PHOENIX (LAWFUEL) – Seven Mexican nationals pleaded not guilty this morning before a U.S. Magistrate Judge to charges including hostage taking, possession of a firearm during a crime of violence and harboring illegal aliens for profit. On February 11, 2009, a federal grand jury in Phoenix returned a 4-count indictment against Mauricio Gerardo Aguilar-Espinoza, 25; Jorge Zaragoza-Alvarado, 24; Cesar Valentin Garcia-Aguilera, 32; Antonio Cruz-Ramirez, 19; Pedro Luna-Fuentes, 25; Oscar Daniel Hernandez-Juarez, 39; and Jaime Zamora-Martinez, 36, all citizens of Mexico.
The indictment alleges that on January 31, 2009, the defendants held smuggled aliens hostage at a house in El Mirage, Ariz., and forced the hostages to provide contact phone numbers to arrange payment of smuggling fees. The indictment also alleges that the defendants threatened to kill the hostages while brandishing a firearm, and would not release the hostages until their smuggling fees were paid. A trial date is set for April 7, 2009, before U.S. District Judge Susan R. Bolton.

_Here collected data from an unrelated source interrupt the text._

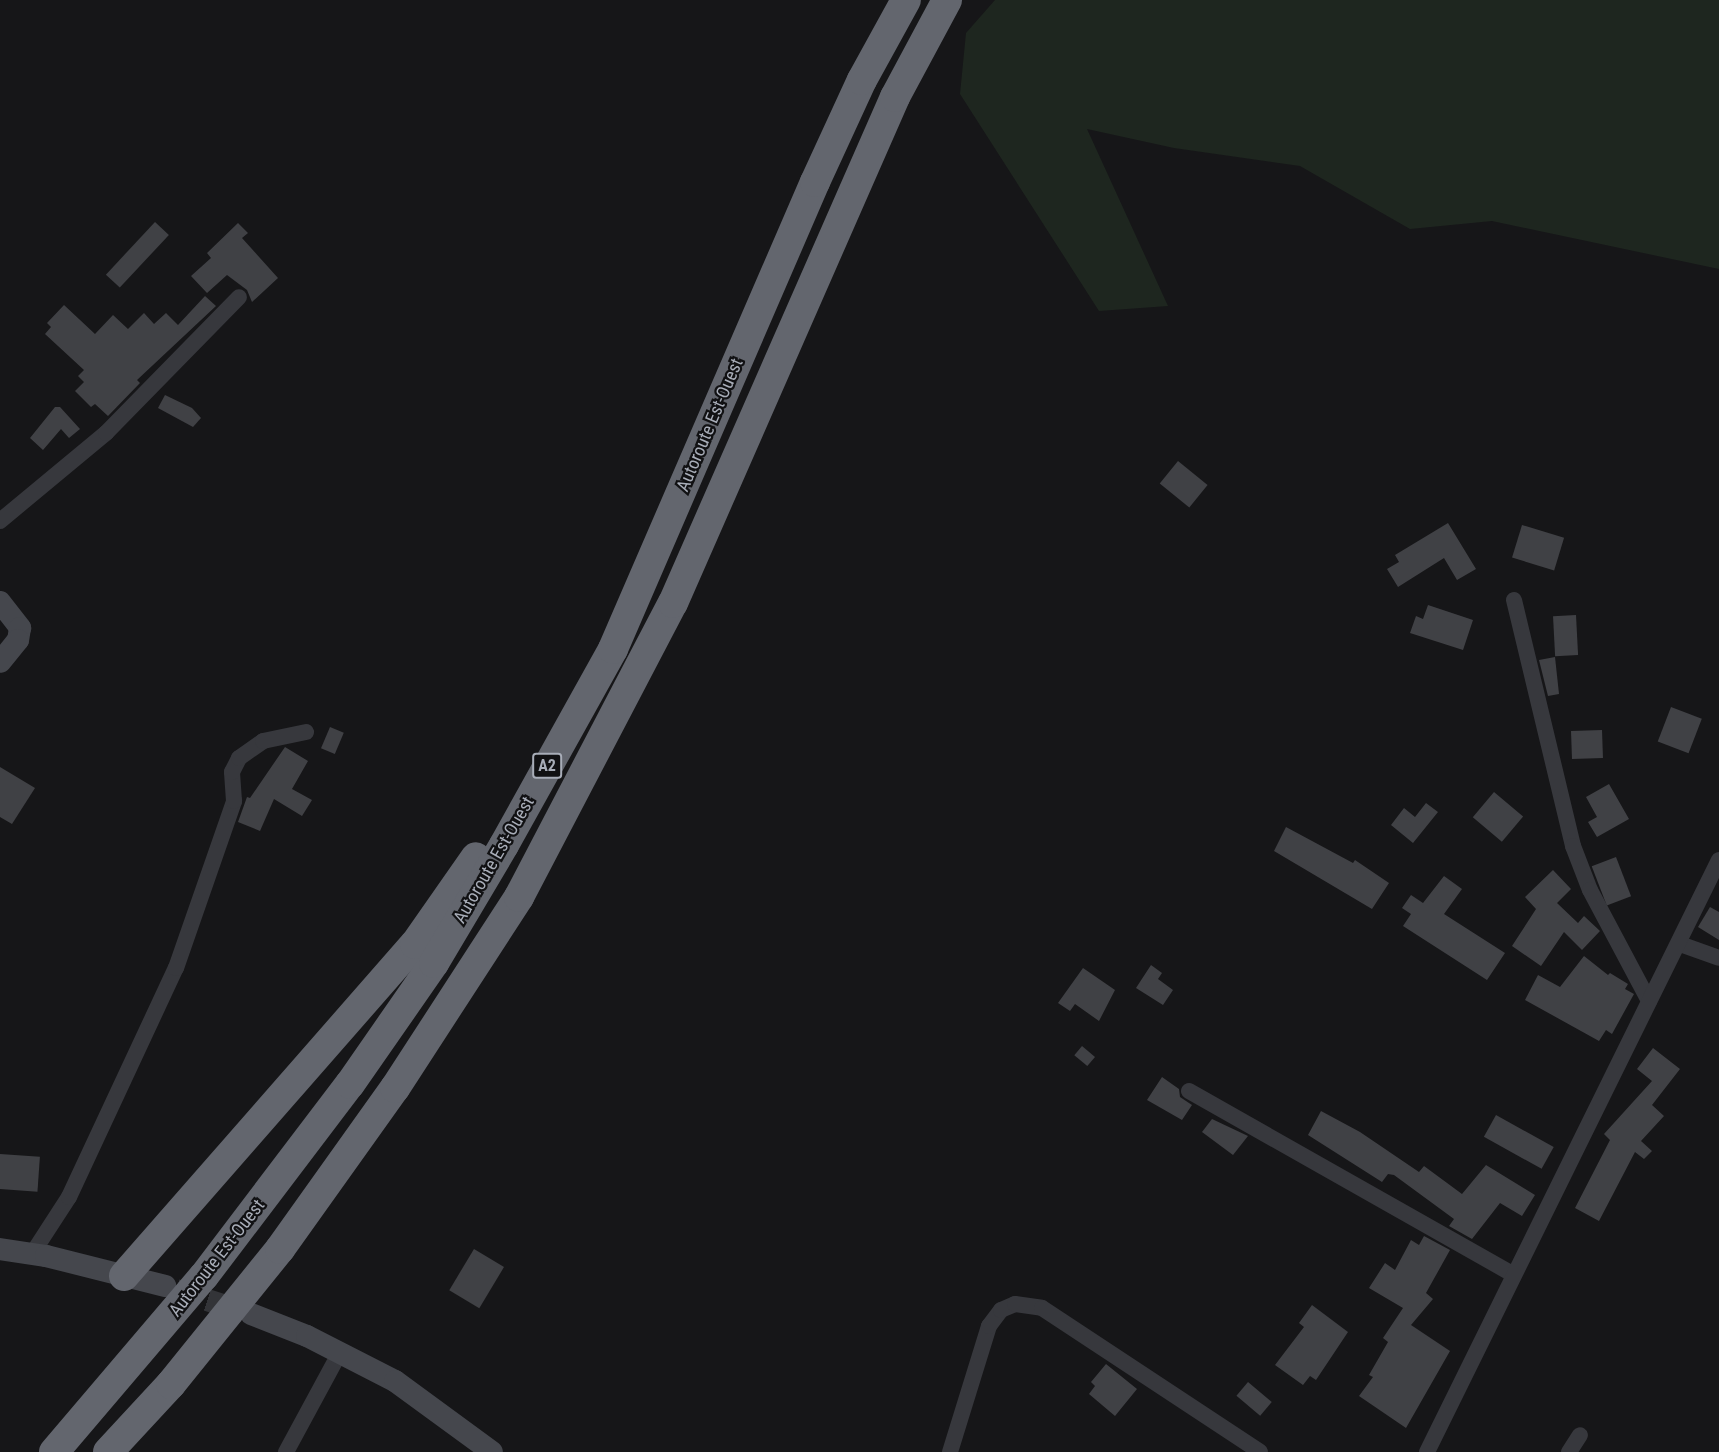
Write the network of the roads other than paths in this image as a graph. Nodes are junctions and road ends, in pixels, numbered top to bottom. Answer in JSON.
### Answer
{"nodes":[{"id":1,"x":906,"y":0,"type":"edge"},
{"id":2,"x":947,"y":0,"type":"edge"},
{"id":3,"x":239,"y":297,"type":"dead end"},
{"id":4,"x":0,"y":522,"type":"edge"},
{"id":5,"x":1514,"y":600,"type":"dead end"},
{"id":6,"x":0,"y":602,"type":"edge"},
{"id":7,"x":0,"y":662,"type":"edge"},
{"id":8,"x":575,"y":715,"type":"junction"},
{"id":9,"x":306,"y":732,"type":"dead end"},
{"id":10,"x":1719,"y":860,"type":"edge"},
{"id":11,"x":1680,"y":944,"type":"junction"},
{"id":12,"x":1719,"y":958,"type":"edge"},
{"id":13,"x":1649,"y":1001,"type":"junction"},
{"id":14,"x":1189,"y":1091,"type":"dead end"},
{"id":15,"x":0,"y":1249,"type":"edge"},
{"id":16,"x":32,"y":1254,"type":"junction"},
{"id":17,"x":1513,"y":1274,"type":"junction"},
{"id":18,"x":124,"y":1276,"type":"junction"},
{"id":19,"x":165,"y":1286,"type":"tunnel mouth"},
{"id":20,"x":251,"y":1314,"type":"tunnel mouth"},
{"id":21,"x":340,"y":1352,"type":"junction"},
{"id":22,"x":1580,"y":1435,"type":"dead end"},
{"id":23,"x":54,"y":1452,"type":"edge"},
{"id":24,"x":108,"y":1452,"type":"edge"},
{"id":25,"x":286,"y":1452,"type":"edge"},
{"id":26,"x":492,"y":1452,"type":"edge"},
{"id":27,"x":950,"y":1452,"type":"edge"},
{"id":28,"x":1260,"y":1452,"type":"edge"},
{"id":29,"x":1427,"y":1452,"type":"edge"},
{"id":30,"x":1569,"y":1452,"type":"edge"}],
"edges":[{"from":1,"to":8,"type":"highway","name":"Autoroute Est-Ouest","number":"A2"},
{"from":2,"to":24,"type":"highway","name":"Autoroute Est-Ouest","number":"A2"},
{"from":3,"to":4,"type":"street"},
{"from":5,"to":13,"type":"street"},
{"from":6,"to":7,"type":"main road"},
{"from":8,"to":18,"type":"highway"},
{"from":8,"to":23,"type":"highway","name":"Autoroute Est-Ouest","number":"A2"},
{"from":9,"to":16,"type":"street"},
{"from":10,"to":11,"type":"street"},
{"from":11,"to":12,"type":"street"},
{"from":11,"to":13,"type":"street"},
{"from":13,"to":17,"type":"street"},
{"from":14,"to":17,"type":"street"},
{"from":15,"to":16,"type":"main road"},
{"from":16,"to":18,"type":"main road"},
{"from":17,"to":29,"type":"street"},
{"from":18,"to":19,"type":"main road"},
{"from":20,"to":21,"type":"main road"},
{"from":21,"to":25,"type":"street"},
{"from":21,"to":26,"type":"main road"},
{"from":22,"to":30,"type":"street"},
{"from":27,"to":28,"type":"street"}]}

The charges stem from an investigation conducted by El Mirage Police Department and U.S. Immigration and Customs Enforcement (ICE.) According to the initial criminal complaint, an El Mirage Police Department 911 dispatcher received an emergency phone call on January 31, 2009, in which the dispatcher heard a voice in the background asking for help. Police officers were able to locate the house and, once inside, they found the seven defendants, 30 hostages, a baseball bat, a gun and a knife. The hostages told law enforcement that they had been smuggled into the United States and were being held against their will in the house until their families paid their smuggling fees. Hostages also stated that one of the defendants placed a gun to their heads and threatened to kill them, another defendant told the hostages that he would shoot them and throw them in the desert, and two other defendants struck one of the hostages with a baseball bat.
A conviction for hostage taking or possession of a firearm during a crime of violence carries a maximum penalty of life in prison, a $250,000 fine, or both, and the harboring charge carries a maximum penalty of 10 years in prison, a $250,000 fine, or both. In determining an actual sentence, Judge Bolton will consult the U.S. Sentencing Guidelines, which provide appropriate sentencing ranges. The judge, however, is not bound by those guidelines in determining a sentence. An indictment is simply the method by which a person is charged with criminal activity and raises no inference of guilt. An individual is presumed innocent until competent evidence is presented to a jury that establishes guilt beyond a reasonable doubt.
The investigation preceding the indictment was conducted by ICE and El Mirage Police Department. The prosecution is being handled by Jim Knapp and Walter Perkel, Assistant U.S. Attorneys, District of Arizona, Phoenix.